Open Source is the future of software.
The statement above is self-evident at this point of history — I mean, have you checked out www.microsoft.com/opensource recently?
Then, what does open-source mean when it comes to web-services?
Open Source has been a well-understood concept among the web-application community due to the neat feature “View Source” that came with almost all web-browsers. Copy-and-pasting a chunk of HTML code from one website to another was a de facto standard way of developing websites. Whether admitted it or not, web-application development is deeply rooted in open source culture.
But, where should this open source culture be heading to? Should we keep maintain the culture of copy-and-pasting others’ code with no telling? Or, rather try to embrace this open source culture and explore the possibilities that arise from sharing code?
Then, it occurred to me that, “What if we could share the entire code for web-services?”
Imagine if anyone could launch web-services such as E-bay, Craigslist, Amazon, Angie’s list, Yelp, Instagram, Twitter, etc on their own instances on AWS. Anyone could instantly replicate all the functionality and services provided by such known web-services at its micro scale. If the big name web-services are the department stores in downtown, these open-source web-services on AWS instances are the mom-and-pop stores for the local community, or they could be the black market since these services could form and disappear in a rather unpredictable manner — similar to the life cycle of AWS instances. 😉
Think about the scenario where a person can launch his/her own e-bay online auction service on an AWS instance for a school fund-raising event for a month. The person might also want to launch an instance of Craigslist for the same event, or Instagram and Twitter to keep people engaged during this period. Then, once the event is over, all the services can go away as if nothing ever happened.

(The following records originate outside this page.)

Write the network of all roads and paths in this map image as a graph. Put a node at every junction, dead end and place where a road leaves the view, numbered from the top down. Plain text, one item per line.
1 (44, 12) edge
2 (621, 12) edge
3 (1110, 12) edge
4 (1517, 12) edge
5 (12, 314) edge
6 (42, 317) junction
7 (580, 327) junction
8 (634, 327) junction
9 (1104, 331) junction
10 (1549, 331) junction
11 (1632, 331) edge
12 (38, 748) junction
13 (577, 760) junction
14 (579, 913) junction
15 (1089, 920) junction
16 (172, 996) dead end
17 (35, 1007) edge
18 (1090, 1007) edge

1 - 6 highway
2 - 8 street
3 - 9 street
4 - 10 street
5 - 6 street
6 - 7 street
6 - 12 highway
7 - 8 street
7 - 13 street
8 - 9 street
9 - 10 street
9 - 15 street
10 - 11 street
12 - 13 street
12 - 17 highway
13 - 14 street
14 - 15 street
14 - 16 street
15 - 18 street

Welcome to the era of Cloud Applications.
To test out the concept, I used the application “Open QA“, a web-service that is designed to display the test results of the development progress at Eucalyptus. The goal is to allow any Eucalyptus community member to launch the same service on AWS instances.
First, the web-service has to be broken down into two bodies, the service layer and the data. Then, each body of the web-service needs to be available in the open, allowing anyone to download the code and convert the AWS instances to Open QA web-service instances.
This is where GIT comes in very nicely. For public repositories, GIT will allow you create as many branches as you want, which can serve as read-only code repositories for anyone on the Internet without hassle.
The service layer part of Open QA is available at:
The data for Open QA is available at:
Upon launching an instance on AWS, a user can simply convert the raw Amazon Linux instance into the Open QA web-service by executing 4 commands below:
sudo yum -y install git
git clone git://github.com/eucalyptus/open-qa.git
./open_qa-installer.py -t amazon -e <your_email>
At this point, the AWS instance is running a HTTPD service with Open QA PHP code in its /var/www/html directory.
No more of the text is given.